The next thought was written on his face before he said anything. He winced as if remembering a time he slammed his finger in a door. "What about mom and dad?"

"I'm pretty sure they're both straight."

He laughed harder than the joke deserved, stopping abruptly. "No, seriously, how are you going to tell them? Mom will just be so sad because of what a hard life it will probably be and dad won't believe it."

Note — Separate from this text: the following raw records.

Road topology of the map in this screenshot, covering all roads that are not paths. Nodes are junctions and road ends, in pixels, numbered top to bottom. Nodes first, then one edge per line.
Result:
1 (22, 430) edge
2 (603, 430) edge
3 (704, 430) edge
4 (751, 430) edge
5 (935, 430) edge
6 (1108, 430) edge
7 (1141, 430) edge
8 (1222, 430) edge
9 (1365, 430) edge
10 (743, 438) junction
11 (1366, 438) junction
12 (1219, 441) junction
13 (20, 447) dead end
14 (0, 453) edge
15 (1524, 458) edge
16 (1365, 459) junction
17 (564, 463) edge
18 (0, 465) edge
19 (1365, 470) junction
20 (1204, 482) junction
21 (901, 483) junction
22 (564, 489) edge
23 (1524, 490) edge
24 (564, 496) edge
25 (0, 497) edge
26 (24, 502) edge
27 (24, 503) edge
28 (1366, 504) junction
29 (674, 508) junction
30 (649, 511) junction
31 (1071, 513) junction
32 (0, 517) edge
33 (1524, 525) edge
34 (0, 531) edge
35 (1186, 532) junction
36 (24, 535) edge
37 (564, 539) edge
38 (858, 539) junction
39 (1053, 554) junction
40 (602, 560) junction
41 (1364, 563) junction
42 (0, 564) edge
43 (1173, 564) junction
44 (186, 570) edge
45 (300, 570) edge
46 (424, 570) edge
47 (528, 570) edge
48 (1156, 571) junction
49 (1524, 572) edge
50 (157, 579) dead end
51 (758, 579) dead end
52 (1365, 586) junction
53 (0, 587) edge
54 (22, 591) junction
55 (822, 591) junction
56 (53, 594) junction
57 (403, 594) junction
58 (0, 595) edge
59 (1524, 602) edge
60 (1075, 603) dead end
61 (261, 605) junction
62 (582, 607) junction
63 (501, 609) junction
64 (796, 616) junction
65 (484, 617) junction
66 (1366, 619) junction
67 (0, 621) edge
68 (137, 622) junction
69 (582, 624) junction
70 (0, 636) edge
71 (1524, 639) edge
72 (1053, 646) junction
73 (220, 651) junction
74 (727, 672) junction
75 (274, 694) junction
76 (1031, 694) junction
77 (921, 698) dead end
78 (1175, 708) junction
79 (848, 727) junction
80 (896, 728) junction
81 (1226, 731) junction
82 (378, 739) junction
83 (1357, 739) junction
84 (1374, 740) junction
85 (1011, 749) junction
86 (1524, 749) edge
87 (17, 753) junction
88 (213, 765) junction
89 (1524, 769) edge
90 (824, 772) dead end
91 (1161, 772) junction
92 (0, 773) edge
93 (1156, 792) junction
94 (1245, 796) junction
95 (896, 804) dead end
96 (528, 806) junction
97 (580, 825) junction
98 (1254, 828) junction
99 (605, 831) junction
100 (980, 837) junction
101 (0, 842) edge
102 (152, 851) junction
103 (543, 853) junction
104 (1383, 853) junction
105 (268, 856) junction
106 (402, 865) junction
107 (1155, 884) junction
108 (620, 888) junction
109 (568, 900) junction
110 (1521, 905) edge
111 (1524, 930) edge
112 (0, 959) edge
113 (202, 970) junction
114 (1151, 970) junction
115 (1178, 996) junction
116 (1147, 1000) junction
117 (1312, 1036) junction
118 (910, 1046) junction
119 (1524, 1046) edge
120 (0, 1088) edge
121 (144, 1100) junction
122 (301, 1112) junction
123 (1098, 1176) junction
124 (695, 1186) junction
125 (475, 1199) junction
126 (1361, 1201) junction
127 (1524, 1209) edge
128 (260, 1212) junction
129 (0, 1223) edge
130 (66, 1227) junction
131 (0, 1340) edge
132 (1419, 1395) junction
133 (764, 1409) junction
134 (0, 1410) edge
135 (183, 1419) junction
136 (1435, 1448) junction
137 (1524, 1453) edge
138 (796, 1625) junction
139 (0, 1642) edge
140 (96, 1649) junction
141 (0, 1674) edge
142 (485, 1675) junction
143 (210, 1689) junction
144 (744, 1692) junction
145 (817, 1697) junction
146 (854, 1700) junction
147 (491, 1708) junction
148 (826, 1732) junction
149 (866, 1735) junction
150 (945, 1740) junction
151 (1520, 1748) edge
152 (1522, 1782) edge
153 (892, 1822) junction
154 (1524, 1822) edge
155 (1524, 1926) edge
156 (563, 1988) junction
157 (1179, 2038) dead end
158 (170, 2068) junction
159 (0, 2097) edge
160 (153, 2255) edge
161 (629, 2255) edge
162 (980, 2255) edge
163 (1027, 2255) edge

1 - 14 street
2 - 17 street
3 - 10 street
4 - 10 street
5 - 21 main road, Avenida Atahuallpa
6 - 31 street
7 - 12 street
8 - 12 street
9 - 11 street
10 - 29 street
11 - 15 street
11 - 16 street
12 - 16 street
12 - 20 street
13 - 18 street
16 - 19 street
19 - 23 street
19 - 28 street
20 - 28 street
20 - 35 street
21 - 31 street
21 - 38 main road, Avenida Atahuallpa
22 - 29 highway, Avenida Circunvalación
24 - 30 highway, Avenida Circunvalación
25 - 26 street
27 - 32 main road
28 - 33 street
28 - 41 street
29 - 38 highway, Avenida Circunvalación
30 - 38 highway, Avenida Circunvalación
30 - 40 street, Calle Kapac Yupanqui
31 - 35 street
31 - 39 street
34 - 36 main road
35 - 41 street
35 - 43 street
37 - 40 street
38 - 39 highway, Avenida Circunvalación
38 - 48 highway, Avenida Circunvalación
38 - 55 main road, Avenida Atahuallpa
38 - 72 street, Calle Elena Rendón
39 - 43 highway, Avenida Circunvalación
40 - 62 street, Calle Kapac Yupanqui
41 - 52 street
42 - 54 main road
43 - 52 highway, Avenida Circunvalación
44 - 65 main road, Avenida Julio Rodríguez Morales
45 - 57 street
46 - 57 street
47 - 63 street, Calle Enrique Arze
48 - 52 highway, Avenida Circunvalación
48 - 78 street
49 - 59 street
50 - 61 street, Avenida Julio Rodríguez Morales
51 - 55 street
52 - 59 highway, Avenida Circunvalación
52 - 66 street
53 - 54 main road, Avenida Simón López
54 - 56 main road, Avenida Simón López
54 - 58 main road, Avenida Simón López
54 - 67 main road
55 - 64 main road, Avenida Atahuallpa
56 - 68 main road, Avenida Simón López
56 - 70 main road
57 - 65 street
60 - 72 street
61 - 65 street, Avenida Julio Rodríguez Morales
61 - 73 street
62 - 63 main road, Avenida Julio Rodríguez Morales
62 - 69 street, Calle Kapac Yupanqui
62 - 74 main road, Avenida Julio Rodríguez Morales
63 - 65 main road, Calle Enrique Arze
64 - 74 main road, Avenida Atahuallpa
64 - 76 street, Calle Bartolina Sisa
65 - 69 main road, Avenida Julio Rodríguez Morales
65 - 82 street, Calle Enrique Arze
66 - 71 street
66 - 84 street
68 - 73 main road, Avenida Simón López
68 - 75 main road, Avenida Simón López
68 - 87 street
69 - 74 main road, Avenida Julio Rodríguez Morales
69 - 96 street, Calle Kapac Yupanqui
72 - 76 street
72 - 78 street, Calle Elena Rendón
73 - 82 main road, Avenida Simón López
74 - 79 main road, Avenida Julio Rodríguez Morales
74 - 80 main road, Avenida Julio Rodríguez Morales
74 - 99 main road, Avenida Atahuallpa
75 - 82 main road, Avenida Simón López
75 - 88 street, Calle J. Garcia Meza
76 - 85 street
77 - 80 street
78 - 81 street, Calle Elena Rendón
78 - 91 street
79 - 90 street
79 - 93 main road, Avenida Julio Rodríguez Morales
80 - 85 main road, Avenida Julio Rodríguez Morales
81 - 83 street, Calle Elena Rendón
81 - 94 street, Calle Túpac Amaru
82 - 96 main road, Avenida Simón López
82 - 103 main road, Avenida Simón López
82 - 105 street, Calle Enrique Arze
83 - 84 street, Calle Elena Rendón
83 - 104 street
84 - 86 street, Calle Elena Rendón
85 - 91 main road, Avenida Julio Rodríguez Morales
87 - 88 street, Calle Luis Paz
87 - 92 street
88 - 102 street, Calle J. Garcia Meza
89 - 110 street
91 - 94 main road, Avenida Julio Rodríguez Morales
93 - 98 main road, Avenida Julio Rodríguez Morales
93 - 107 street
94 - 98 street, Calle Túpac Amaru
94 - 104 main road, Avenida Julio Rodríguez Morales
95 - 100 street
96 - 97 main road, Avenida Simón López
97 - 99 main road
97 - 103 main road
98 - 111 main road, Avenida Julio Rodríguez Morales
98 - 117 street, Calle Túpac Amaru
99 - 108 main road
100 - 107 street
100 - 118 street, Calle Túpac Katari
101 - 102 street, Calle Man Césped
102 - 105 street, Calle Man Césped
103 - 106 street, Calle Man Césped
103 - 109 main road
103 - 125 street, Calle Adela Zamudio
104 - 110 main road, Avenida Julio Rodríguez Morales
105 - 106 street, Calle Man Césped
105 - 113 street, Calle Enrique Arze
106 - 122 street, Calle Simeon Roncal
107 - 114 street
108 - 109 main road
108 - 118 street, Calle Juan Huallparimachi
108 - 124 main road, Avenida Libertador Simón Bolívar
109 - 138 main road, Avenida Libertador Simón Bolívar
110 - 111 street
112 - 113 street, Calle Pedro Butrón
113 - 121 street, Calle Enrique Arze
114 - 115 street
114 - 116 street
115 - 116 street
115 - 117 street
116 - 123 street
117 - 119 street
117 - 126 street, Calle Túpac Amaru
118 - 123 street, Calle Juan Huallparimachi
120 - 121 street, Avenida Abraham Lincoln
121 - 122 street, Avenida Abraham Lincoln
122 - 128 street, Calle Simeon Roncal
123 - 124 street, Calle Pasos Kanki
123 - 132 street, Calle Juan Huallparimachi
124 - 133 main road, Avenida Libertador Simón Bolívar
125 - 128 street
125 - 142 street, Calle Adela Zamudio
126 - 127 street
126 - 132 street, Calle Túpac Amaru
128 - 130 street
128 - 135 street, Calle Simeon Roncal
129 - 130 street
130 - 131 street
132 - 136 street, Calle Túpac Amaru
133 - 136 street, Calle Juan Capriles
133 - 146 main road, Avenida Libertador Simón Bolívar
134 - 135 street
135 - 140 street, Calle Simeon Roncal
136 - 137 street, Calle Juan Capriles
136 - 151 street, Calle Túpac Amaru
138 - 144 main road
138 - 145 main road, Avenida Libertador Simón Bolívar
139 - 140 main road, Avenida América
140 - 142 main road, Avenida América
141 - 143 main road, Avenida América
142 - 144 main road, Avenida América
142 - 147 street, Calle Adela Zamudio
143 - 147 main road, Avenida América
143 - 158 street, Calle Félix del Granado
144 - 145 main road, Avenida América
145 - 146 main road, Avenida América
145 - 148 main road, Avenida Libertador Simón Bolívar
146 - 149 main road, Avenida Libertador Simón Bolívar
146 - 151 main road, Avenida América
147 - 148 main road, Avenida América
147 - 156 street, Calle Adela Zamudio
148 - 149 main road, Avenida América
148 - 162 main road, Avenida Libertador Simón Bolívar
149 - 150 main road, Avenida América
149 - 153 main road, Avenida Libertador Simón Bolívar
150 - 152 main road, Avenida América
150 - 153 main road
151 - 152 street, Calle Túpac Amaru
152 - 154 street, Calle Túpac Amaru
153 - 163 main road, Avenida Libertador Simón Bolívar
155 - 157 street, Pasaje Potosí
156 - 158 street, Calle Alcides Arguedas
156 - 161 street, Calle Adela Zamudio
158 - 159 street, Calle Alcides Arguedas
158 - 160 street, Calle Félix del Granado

I guessed we were brothers, after all. "I really don't know. I'm inclined to let that one go for as long as I can. Eventually rumors will start getting back to mom and I think she'll be happier living in denial, at least for a while. Dad would just plain think it was an unseemly topic of conversation, and never want to talk about it."

Dave nodded his head. "I think you're right, there."

I could tell there was a lot more he wanted to ask me about, but I was getting tired and hoping he was, too. He read my mind. "Let me ask you one more question, and then I have to go to bed and think about everything you've told me."

"Shoot," I said.

"I know that you and Stacy had a great sex life, and you can obviously turn on the charm and convince chaste college women to follow you back to your bed, not to mention the fact that you haven't even slept with another man yet...so isn't it possible that you're not completely gay, or that this is kind of like a phase or something?"

"It's a possibility that I not only considered, but actually kind of hoped for. There's no escaping something that you know is true, though. Think of it this way: you know you're straight, right? You know it in your heart and mind?"

"Yeah."

"Well, I know I'm gay."

"But you've had sex with women, and enjoyed it, right? If you were completely gay, wouldn't that be impossible?"

"Not at all. Think about if our society was made up of mostly gay people, and you're straight. Growing up, all your friends are gay, all the role models you have are gay, and your church, your society, and your peers all tell you that being straight is wrong and abnormal. I'm asking you to imagine this as you know yourself to be in reality. Don't you think you would try to fit in and be normal? You, a heterosexual male, David Jefferson, you would sleep with men and maybe even enjoy it, most of the while knowing that what you really wanted, the desire you could not escape from, was to sleep with a woman. If you were the same person sitting here right now, but living in that society, you'd still know you were straight, right?"

He looked thoughtful for a moment. "I guess when you put it that way, I can see how you know what you know."

"I'm kind of amazed that I kept it from myself for as long as I did."

"I'm not," Dave said. "The way you described every person, role model and peer as telling you your natural instinct was abnormal makes me feel ashamed."

"Don't be. We don't get to choose our epoch, we're just victims of it."

"True. At least you're not a witch in Salem."

"Or a Hutu where the Tutsis live, or vice versa.. Comparatively," I said, "I've got it pretty good."

Dave stood up. "Would it be forcing it if I wanted to give you a hug?"

"Not at all," I said.

And for the first time I could remember, my brother and I put our arms around one another. Then we called it a night.